Eye on efficiency: A strong focus on improving the business environment

A key part of Qatar’s National Development Strategy 2011-16 (NDS 2011-16) is the development of better business regulation and efficiency. This is seen as being important in increasing the country’s competitiveness, attracting foreign investors and developing a stronger local private sector. A range of measures are therefore being implemented to enhance regulation and efficiency, with an eye to a dashboard of global competitiveness indicators, from the World Bank’s (WB) “Doing Business” rankings to the World Economic Forum’s (WEF) “Global Competitiveness Report”.

High Scores

In the WB’s 2014 report, Qatar achieved an overall ranking of 48th in the world for ease of doing business. This compared with regional peers Kuwait at 104th, Bahrain (46th), Oman (47th), Saudi Arabia (26th) and the UAE (23rd). Qatar’s score represented a slight drop from its ranking of 40th in 2013, yet improvement, year-on-year, was recorded in one area – paying taxes. The report noted that certain requirements associated with the corporate income tax return had now been eliminated. The two areas most in need of improvement were protecting investors and accessing credit (see analysis). The WB survey tends to concentrate on regulatory issues, while the WEF takes a more wide-ranging approach, indexing everything from the incidence of tuberculosis to inflation.

Regional Leader

In the 2013-14 Global Competitiveness Report, Qatar came 13th out of 148 countries, maintaining its position from the previous year, when adjusted for the fact that in 2012-13 only 144 countries were listed. This was the highest ranking in the GCC, and the highest of any non-OECD country with the exceptions of Singapore, Hong Kong and Taiwan. The report commended Qatar for its high-quality institutional framework, stable macroeconomic environment and efficient goods market. It also found minimal corruption and high efficiency in government institutions. The report affirmed the strategy of diversification and moving towards a knowledge-based economy, which underlies the government’s development strategy.

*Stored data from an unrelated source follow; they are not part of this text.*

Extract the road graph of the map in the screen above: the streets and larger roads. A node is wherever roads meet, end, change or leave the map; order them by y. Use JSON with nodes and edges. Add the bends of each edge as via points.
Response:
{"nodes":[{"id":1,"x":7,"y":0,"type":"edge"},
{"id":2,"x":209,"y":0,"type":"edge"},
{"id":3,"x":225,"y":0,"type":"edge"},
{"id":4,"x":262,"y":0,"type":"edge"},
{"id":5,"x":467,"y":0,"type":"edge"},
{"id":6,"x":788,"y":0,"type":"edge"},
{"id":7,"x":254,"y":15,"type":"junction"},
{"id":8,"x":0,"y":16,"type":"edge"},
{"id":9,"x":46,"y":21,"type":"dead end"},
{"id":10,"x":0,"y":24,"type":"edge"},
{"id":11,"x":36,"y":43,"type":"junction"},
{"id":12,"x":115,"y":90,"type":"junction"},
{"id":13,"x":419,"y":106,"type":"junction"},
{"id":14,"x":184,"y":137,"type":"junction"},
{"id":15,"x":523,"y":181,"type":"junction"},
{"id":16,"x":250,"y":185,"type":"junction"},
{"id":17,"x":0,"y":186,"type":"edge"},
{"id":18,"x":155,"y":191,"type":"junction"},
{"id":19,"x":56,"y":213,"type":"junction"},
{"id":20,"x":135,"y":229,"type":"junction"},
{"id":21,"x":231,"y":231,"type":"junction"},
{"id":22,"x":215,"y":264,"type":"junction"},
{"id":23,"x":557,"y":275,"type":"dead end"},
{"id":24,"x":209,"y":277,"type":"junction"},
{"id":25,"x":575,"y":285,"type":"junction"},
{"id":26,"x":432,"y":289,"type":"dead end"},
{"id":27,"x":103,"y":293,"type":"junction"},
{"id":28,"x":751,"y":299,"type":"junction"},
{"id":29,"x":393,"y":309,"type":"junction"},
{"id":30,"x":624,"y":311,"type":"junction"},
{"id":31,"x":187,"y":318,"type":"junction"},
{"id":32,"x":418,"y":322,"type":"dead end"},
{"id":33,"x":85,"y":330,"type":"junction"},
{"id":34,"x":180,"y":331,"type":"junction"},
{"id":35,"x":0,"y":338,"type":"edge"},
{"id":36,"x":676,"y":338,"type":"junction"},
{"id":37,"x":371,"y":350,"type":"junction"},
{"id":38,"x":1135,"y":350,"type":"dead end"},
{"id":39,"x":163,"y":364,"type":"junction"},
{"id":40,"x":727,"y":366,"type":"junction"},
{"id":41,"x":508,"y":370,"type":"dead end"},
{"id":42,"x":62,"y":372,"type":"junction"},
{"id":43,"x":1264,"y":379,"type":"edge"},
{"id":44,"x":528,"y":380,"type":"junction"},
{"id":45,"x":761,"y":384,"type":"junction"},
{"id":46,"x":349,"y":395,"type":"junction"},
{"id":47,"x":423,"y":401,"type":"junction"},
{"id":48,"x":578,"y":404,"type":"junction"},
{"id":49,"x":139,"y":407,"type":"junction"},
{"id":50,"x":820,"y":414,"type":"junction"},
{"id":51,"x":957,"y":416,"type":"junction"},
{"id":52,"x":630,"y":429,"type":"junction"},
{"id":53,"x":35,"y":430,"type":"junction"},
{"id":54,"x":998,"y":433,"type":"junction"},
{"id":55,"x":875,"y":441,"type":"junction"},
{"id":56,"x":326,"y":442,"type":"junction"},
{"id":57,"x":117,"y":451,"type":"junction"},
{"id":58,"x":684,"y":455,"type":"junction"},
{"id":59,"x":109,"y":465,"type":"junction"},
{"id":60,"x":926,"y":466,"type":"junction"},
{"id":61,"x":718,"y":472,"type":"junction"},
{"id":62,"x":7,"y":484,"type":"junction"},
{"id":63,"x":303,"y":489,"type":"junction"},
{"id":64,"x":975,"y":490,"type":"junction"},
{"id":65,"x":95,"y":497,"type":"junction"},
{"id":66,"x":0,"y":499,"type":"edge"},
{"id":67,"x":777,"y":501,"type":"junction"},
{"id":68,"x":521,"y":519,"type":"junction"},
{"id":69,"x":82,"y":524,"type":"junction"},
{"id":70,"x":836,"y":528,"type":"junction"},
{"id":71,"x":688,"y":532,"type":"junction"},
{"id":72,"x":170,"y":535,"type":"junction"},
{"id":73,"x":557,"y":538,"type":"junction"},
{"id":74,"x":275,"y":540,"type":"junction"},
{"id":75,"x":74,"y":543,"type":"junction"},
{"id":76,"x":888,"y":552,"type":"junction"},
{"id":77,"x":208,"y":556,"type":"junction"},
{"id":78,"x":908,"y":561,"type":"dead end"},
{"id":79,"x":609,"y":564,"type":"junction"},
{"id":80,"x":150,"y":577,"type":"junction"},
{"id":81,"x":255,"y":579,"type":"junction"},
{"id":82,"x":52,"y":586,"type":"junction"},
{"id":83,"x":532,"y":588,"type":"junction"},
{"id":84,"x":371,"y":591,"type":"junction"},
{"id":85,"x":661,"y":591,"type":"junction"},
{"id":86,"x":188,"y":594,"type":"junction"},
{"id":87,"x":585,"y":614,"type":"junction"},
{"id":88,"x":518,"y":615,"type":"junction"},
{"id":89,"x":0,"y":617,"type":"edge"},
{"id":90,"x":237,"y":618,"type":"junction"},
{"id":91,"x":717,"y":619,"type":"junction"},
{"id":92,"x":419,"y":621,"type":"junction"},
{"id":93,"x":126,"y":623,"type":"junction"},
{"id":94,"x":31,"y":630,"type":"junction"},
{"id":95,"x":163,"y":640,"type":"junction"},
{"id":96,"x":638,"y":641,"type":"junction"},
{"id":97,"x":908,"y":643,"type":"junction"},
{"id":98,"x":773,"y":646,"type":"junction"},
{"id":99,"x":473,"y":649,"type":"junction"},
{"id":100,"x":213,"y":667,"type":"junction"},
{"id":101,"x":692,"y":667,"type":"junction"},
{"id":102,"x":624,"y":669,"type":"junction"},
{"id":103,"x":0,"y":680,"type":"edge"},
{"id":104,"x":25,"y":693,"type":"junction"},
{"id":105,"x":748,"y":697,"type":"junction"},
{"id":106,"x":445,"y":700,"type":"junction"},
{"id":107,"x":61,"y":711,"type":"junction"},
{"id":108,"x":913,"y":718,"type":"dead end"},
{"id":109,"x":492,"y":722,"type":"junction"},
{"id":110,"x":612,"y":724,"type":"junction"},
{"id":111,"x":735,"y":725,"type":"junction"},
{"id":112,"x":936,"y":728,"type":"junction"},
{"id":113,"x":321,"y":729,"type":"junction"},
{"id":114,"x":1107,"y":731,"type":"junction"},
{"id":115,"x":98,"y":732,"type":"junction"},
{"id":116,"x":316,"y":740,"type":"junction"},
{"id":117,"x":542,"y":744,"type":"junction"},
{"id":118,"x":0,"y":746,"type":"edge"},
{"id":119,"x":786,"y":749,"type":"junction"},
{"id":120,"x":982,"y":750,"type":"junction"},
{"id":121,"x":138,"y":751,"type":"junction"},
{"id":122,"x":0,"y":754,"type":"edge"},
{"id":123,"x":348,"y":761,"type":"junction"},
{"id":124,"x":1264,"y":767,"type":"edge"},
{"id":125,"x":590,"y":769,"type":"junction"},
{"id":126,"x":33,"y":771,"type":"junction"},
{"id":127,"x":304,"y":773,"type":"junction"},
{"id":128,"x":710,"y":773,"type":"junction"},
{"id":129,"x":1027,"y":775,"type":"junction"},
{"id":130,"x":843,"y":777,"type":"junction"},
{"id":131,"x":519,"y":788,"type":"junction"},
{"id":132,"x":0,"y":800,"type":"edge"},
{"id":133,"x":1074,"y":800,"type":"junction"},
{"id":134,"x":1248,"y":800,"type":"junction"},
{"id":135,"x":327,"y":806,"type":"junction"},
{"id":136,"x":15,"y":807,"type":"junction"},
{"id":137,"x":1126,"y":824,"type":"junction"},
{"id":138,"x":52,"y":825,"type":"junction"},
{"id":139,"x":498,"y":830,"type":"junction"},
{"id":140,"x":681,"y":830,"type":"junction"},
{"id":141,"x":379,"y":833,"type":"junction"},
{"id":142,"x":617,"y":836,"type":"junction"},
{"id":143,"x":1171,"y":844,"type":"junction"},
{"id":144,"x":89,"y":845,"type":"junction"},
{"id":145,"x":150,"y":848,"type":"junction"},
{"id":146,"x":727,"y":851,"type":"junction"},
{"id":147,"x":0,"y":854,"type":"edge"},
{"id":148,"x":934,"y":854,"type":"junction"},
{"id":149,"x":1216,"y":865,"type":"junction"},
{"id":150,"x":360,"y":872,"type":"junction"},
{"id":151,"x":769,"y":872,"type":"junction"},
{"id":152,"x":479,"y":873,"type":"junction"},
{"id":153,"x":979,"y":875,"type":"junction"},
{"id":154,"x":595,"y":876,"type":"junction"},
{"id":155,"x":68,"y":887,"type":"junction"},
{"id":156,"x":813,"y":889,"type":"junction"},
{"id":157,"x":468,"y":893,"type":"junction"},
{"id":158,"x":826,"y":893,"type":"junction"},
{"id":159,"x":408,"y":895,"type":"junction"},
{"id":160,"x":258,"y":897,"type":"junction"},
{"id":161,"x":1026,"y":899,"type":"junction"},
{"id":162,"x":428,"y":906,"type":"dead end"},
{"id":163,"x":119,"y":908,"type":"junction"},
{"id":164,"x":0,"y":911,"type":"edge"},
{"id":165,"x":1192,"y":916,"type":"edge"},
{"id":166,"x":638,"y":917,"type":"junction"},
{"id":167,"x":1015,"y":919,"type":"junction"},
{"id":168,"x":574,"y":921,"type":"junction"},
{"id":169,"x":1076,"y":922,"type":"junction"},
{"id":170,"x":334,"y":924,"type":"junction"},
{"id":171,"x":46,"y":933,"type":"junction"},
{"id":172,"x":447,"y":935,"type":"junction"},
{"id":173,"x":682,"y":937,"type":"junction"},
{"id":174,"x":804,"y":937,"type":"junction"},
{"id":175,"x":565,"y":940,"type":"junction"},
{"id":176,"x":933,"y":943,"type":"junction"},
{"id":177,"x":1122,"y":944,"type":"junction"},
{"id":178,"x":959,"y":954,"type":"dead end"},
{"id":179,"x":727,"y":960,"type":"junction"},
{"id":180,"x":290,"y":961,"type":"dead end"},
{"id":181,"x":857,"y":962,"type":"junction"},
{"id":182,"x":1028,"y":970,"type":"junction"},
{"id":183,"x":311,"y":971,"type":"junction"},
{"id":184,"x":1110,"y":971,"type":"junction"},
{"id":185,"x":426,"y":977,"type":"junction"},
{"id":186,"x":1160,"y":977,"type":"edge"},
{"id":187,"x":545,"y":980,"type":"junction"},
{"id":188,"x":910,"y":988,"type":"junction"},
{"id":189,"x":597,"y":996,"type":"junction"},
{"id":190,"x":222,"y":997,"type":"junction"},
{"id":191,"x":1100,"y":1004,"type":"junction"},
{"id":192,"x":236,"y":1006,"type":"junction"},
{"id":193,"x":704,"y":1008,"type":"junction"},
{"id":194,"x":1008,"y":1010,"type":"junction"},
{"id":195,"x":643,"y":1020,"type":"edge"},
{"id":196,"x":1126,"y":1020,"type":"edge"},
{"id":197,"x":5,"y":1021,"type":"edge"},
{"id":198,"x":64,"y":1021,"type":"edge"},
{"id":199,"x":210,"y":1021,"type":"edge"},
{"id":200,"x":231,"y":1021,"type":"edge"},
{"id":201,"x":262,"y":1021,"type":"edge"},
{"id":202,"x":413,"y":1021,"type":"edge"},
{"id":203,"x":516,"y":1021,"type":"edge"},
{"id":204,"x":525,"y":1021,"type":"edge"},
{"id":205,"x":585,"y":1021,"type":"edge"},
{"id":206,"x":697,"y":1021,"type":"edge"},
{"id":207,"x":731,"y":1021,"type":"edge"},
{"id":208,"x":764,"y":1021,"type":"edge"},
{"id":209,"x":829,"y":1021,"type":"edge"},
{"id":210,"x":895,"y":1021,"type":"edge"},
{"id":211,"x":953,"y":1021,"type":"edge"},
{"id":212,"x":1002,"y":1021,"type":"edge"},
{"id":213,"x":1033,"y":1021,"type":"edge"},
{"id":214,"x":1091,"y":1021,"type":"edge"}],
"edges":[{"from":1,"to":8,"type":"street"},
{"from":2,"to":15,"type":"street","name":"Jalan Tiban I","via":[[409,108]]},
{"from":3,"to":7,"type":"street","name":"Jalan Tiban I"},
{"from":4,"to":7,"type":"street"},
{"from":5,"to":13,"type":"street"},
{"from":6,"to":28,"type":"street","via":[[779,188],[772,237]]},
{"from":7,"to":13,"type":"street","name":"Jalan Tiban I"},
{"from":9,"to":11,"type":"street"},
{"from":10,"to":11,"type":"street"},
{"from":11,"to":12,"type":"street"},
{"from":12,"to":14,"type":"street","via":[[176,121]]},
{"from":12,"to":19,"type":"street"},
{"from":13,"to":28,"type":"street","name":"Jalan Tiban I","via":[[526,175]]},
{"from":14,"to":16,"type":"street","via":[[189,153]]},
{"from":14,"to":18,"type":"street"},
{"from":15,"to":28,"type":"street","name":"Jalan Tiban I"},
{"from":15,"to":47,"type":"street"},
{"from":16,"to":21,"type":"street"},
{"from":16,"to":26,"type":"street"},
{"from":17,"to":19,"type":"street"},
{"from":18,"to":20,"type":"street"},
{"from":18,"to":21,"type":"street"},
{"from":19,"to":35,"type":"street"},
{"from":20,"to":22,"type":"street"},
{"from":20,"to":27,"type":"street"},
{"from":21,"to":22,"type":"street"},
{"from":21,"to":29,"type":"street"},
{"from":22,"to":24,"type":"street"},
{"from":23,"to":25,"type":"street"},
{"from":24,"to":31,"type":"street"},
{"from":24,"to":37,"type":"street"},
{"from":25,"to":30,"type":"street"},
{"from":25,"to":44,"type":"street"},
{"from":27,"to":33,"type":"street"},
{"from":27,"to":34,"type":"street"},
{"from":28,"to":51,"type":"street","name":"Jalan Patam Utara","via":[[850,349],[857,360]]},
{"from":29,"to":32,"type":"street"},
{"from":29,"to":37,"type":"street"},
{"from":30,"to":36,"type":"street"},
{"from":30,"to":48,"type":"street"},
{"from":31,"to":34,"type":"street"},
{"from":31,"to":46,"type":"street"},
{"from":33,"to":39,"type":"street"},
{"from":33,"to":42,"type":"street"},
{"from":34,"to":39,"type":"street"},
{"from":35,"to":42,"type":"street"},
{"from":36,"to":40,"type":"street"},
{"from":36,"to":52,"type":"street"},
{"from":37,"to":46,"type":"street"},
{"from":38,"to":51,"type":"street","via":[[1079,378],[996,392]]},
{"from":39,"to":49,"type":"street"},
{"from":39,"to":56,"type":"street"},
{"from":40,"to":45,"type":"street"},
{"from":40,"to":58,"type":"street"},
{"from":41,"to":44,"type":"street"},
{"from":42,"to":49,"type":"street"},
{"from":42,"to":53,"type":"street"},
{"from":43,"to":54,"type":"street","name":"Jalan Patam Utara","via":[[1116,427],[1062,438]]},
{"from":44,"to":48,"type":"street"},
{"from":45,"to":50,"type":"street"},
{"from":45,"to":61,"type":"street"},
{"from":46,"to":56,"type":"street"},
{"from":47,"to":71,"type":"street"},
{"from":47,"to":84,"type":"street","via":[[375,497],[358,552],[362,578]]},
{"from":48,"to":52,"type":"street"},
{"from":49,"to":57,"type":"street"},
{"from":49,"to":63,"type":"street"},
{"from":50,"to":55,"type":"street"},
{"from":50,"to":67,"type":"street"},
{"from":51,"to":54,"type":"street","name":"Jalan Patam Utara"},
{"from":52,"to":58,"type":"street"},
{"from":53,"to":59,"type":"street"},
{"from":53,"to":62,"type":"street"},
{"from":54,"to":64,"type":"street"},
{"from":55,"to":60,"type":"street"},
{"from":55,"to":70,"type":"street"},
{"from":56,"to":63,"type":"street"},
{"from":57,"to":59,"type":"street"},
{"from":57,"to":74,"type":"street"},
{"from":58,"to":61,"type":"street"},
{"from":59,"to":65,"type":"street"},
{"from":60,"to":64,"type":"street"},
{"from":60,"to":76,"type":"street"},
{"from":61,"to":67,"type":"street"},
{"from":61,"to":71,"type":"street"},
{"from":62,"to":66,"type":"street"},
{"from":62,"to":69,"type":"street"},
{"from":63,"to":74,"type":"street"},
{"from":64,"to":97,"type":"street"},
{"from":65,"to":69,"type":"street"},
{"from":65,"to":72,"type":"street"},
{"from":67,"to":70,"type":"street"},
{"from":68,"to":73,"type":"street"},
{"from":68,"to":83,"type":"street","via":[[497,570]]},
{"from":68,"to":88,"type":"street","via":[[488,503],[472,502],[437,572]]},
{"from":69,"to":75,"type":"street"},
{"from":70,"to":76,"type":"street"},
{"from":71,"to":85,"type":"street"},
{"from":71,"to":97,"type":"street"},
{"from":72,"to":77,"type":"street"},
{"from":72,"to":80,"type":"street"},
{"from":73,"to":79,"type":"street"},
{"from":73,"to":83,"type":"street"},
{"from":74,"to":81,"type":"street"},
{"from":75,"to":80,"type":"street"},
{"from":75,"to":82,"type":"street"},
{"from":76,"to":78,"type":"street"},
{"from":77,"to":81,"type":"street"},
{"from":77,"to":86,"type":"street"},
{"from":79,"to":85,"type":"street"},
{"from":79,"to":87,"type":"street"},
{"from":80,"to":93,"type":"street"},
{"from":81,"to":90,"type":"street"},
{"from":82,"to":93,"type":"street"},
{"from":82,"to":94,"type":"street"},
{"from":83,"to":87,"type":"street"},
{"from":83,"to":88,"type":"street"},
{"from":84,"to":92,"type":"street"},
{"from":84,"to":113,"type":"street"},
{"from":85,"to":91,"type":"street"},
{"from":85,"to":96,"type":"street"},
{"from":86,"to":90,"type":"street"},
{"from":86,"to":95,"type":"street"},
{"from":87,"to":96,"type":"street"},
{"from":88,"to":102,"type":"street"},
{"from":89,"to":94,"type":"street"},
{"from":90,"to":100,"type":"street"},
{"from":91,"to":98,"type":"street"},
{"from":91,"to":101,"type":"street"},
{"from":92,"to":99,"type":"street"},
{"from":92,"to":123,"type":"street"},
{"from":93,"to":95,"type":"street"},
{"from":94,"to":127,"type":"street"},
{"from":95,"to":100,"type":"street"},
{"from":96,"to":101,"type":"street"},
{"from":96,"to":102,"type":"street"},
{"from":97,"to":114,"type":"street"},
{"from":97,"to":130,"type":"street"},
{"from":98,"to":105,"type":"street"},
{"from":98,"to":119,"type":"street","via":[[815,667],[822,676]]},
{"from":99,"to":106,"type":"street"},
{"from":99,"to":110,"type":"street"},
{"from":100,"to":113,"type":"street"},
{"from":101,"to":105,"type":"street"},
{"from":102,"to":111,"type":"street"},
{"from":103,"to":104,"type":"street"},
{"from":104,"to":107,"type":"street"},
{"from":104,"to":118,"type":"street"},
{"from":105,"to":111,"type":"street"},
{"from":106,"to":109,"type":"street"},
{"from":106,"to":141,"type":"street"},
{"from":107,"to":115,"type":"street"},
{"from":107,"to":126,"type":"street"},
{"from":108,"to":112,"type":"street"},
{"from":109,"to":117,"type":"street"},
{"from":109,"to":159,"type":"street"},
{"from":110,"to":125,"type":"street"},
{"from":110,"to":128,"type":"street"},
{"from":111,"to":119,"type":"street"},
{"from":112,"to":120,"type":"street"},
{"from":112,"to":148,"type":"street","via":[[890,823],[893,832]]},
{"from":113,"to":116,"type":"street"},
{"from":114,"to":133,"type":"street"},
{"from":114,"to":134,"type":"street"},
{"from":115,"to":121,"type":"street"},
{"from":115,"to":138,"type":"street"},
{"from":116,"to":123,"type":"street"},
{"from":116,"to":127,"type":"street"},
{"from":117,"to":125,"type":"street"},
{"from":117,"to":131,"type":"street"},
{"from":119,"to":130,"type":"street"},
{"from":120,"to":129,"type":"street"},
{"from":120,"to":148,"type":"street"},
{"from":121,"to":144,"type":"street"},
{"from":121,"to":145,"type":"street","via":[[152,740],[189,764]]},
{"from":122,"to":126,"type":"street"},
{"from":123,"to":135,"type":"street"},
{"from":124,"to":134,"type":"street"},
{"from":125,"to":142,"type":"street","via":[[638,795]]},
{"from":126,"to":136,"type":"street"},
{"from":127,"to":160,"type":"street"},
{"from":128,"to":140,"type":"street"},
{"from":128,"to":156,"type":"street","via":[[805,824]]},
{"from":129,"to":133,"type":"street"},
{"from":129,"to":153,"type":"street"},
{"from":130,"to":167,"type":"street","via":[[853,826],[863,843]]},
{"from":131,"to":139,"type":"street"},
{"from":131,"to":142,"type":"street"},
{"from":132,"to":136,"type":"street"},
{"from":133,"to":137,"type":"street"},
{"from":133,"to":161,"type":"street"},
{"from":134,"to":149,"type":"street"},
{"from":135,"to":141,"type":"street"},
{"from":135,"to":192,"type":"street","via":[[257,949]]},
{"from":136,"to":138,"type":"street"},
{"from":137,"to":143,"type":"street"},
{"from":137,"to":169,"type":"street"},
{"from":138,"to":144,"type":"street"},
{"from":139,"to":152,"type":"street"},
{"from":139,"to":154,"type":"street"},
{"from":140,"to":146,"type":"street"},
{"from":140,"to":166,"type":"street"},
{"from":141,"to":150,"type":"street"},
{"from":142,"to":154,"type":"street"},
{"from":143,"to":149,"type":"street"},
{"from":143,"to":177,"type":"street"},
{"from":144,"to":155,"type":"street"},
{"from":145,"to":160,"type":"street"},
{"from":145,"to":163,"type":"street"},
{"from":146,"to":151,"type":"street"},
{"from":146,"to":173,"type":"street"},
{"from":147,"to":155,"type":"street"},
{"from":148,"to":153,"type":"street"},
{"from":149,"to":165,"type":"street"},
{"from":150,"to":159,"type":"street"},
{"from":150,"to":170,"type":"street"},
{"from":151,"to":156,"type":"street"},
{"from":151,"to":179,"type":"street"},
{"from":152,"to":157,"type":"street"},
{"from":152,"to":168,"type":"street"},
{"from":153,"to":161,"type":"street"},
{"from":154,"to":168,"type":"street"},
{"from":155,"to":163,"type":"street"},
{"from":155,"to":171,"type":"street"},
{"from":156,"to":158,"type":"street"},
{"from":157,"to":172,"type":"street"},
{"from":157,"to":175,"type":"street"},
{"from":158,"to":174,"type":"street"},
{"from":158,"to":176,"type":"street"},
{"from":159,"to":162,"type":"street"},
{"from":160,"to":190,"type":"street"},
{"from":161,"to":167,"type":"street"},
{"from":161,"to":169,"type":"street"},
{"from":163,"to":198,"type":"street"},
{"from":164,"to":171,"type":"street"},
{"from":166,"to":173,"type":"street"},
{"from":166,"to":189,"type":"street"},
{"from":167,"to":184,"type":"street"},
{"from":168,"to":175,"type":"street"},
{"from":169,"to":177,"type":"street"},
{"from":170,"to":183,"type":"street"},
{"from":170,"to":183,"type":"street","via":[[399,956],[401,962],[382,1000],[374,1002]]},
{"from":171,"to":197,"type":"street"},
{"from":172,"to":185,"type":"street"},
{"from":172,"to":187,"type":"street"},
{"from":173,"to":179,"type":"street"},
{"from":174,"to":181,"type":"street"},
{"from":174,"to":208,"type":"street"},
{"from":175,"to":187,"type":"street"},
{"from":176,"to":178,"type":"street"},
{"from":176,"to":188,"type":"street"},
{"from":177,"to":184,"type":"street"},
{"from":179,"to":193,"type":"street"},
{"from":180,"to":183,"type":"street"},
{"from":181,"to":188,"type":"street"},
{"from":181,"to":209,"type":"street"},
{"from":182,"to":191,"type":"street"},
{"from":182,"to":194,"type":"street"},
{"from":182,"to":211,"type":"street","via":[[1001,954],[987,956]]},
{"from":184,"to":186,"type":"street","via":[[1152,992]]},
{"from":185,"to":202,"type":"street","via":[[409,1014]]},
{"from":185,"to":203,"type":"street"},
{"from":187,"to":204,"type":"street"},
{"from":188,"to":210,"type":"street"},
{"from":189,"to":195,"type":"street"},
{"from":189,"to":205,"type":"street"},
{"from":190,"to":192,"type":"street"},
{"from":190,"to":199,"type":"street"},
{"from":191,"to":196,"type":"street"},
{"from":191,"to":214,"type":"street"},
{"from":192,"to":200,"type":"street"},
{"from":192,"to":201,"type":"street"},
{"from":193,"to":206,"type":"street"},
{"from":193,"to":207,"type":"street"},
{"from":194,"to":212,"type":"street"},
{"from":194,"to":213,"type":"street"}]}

Where improvements could be made, the WEF report continues, is in promoting even greater use of the latest technologies, boosting primary education and fostering more openness to foreign competition. On the latter point, the WEF said the country’s ranking of 30th reflected perceived barriers to international trade and red tape in starting a business. Another respected international survey in this area is the “IMD Global Competitiveness Yearbook”, which ranked Qatar 10th out of the 60 countries covered on its 2013 scorecard – the same as in 2012. This was second highest in the GCC, and ahead of countries like the UK and the Netherlands.

These scores reflect rapid progress in many areas.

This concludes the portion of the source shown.